PBMCs from patients with active RA (n = 4) were incubated with infliximab or a control antibody. Rabbit complement was then added for 60 minutes, and the number of T_EMRA cells was determined by labeling with CD8, CD45RA, and CCR7. (A) CD8⁺ lymphocytes were gated, and the representative graph shows the CD45RA and CCR7 labeling within the CD8 gate. (B) Individual results of all donors investigated.

To evaluate whether the reduction in T_EMRA cells is reflected in the ability to kill M. tuberculosis, we measured antimicrobial activity of PBMCs in patients before and during anti-TNF therapy. Monocytes were isolated from TST⁺ patients before and after the beginning of anti-TNF therapy and infected with virulent M. tuberculosis. Infected monocytes were incubated with autologous PBMCs, and the number of viable bacilli was determined after 24 and 96 hours of incubation. PBMCs from patients before therapy limited bacterial growth more efficiently than did PBMCs from patients during anti-TNF therapy at both time points (Figure 8A). This was not the result of differences in the uptake of bacilli by macrophages, because the initial load was similar in both groups, as determined by acid fast staining and plating of cell lysates before addition of PBMCs (data not shown). In contrast, there was no significant difference in antigen-specific IFN-γ release between PBMCs obtained before and during therapy (Figure 8B). This result supports a model whereby lytic and antimicrobial CD8⁺ T_EMRA cells comprise a functionally unique subset that complements the cytokine-producing (e.g., IFN-γ) CD4⁺ T lymphocytes in order to eliminate M. tuberculosis.

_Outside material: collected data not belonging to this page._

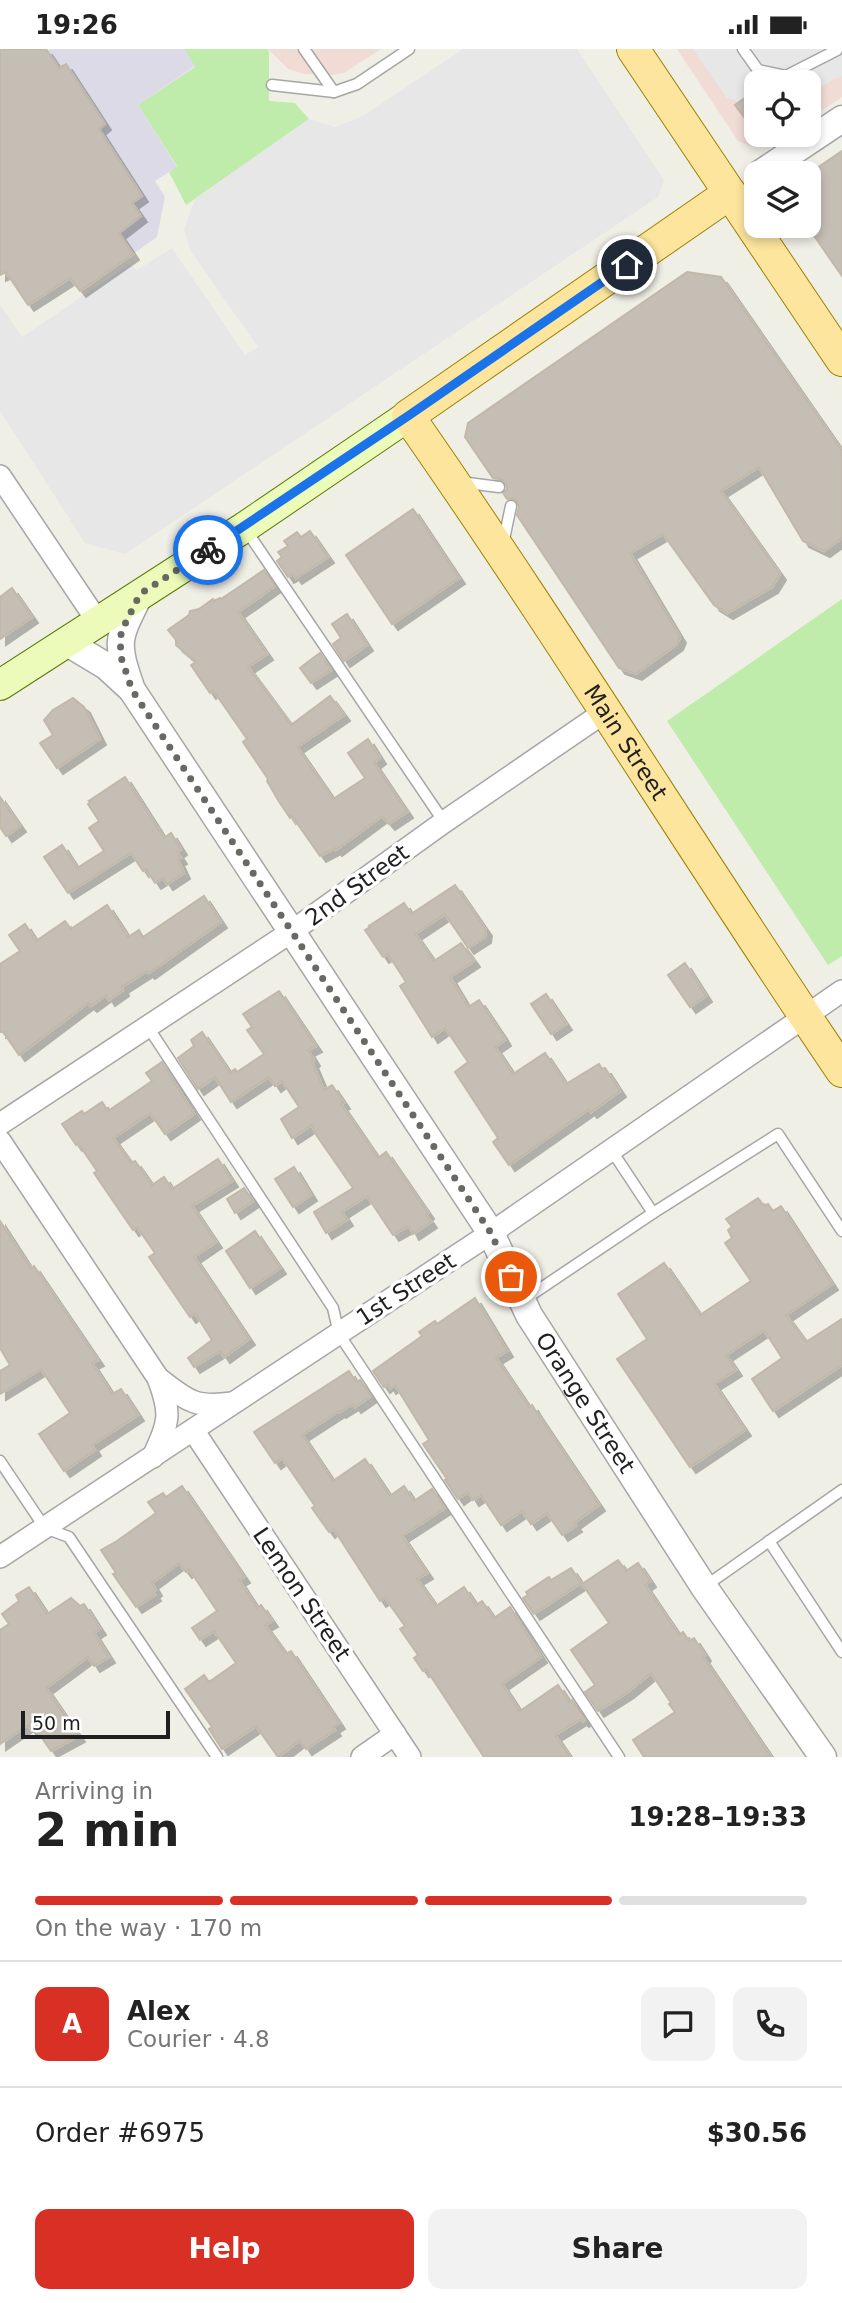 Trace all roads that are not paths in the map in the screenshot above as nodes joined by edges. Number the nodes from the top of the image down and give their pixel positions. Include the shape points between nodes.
1 (304, 49) edge
2 (409, 49) edge
3 (633, 49) edge
4 (743, 49) edge
5 (837, 49) edge
6 (842, 57) edge
7 (272, 85) dead end
8 (334, 92) junction
9 (842, 120) edge
10 (779, 161) edge
11 (743, 185) edge
12 (838, 346) edge
13 (408, 416) junction
14 (0, 476) edge
15 (454, 481) junction
16 (499, 487) dead end
17 (511, 506) dead end
18 (245, 527) junction
19 (501, 554) junction
20 (140, 594) junction
21 (97, 622) junction
22 (66, 642) junction
23 (0, 685) edge
24 (132, 690) junction
25 (606, 711) junction
26 (444, 823) junction
27 (291, 932) junction
28 (842, 991) edge
29 (805, 1016) junction
30 (148, 1027) junction
31 (842, 1071) edge
32 (0, 1124) edge
33 (0, 1141) edge
34 (612, 1151) junction
35 (653, 1213) junction
36 (842, 1231) edge
37 (491, 1233) junction
38 (522, 1301) junction
39 (339, 1334) junction
40 (158, 1378) junction
41 (235, 1403) junction
42 (193, 1430) junction
43 (153, 1457) junction
44 (0, 1461) edge
45 (842, 1490) edge
46 (45, 1528) junction
47 (769, 1541) junction
48 (0, 1557) edge
49 (704, 1587) junction
50 (842, 1652) edge
51 (395, 1734) junction
52 (217, 1757) edge
53 (362, 1757) edge
54 (410, 1757) edge
55 (619, 1757) edge
56 (823, 1757) edge

1 - 8 lane
2 - 8 lane via 357,84
3 - 11 main road
4 - 5 lane via 758,70 786,76
5 - 6 lane
7 - 8 lane
9 - 10 street
11 - 12 main road
11 - 13 main road
13 - 15 main road, Main Street
13 - 18 main road
14 - 21 street
15 - 16 lane
15 - 19 main road, Main Street
17 - 19 lane
18 - 20 main road
18 - 26 lane
19 - 25 main road, Main Street
20 - 21 main road
20 - 24 street, Orange Street via 121,632 120,654
21 - 22 main road
22 - 23 main road
22 - 24 street, Orange Street via 106,666
24 - 27 street, Orange Street
25 - 26 street, 2nd Street
25 - 29 main road, Main Street
26 - 27 street, 2nd Street
27 - 30 street, 2nd Street
27 - 37 street, Orange Street
28 - 29 street, 1st Street
29 - 31 main road, Main Street
29 - 34 street, 1st Street
30 - 32 street, 2nd Street
30 - 39 lane via 333,1308
33 - 40 street
34 - 35 lane
34 - 37 street, 1st Street
35 - 36 lane via 778,1134
35 - 38 lane
37 - 38 street, Orange Street
37 - 39 street, 1st Street
38 - 49 street, Orange Street
39 - 41 street, 1st Street
39 - 55 lane
40 - 41 street via 184,1398 207,1406
40 - 43 street via 168,1404 167,1425
41 - 42 street, 1st Street
42 - 43 street, 1st Street
42 - 51 street, Lemon Street
43 - 46 street, 1st Street
44 - 46 lane
45 - 47 lane
46 - 48 street, 1st Street
46 - 52 lane via 69,1537
47 - 49 lane
47 - 50 lane
49 - 56 street, Orange Street
51 - 53 street
51 - 54 street, Lemon Street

PBMCs from TST⁺ patients (n = 4) with active RA or AS were collected before and 2 weeks after the onset of anti-TNF therapy and frozen in liquid nitrogen to allow for simultaneous measurement of antimycobacterial activity. Matched pairs were thawed, and adherent monocytes were infected with *M. tuberculosis* at MOI 5. Infected monocytes were detached and plated in 24-well plates as described in Methods. Autologous nonadherent cells (1 × 10⁶) were added. (A) The number of viable bacilli was determined by plating the cell lysates at 24 and 96 hours after infection. Shown is the mean ± SEM number of CFUs of all 4 donors tested. (B) Supernatants from the same samples as in A were taken after 24 and 96 hours, and the concentration of IFN-γ was measured by ELISA. Shown is the mean ± SD concentration of IFN-γ of all 4 donors. The IFN-γ concentration in samples containing PBMCs, T cells, and uninfected macrophages was below the 30-pg/ml detection limit.

To determine whether the relative deficiency of CD8⁺ T_EMRA cells was responsible for the reduced antimicrobial activity, PBMCs from TST⁺ infliximab-treated patients were replenished with autologous, sorted CD8⁺ T_EMRA cells, and mycobacterial growth was measured as described above. The initial bacterial load was 3.3 ± 0.7 × 10⁴ CFU, reflecting the facts that not all mycobacteria added to the culture were taken up and that not all macrophages take up mycobacteria (21% ± 12% of the macrophages were infected). The relative inability of PBMCs from patients during anti-TNF therapy to limit the intracellular proliferation of virulent M. tuberculosis was rescued by CD8⁺ T_EMRA cells (Figure 9). Although the percentage reduction of CFUs induced by T_EMRA cells was within an order of magnitude, M. tuberculosis infection in vivo is slow and protracted, and the time of in vitro assay was only 36 hours, so that a cumulative antimicrobial effect over time could have a profound effect on the number of bacilli during the course of infection. T_EM cells were also effective, whereas T_CM cells and B cells had no effect on mycobacterial viability, reflecting the levels of granulysin expression (Figures 2 and 3).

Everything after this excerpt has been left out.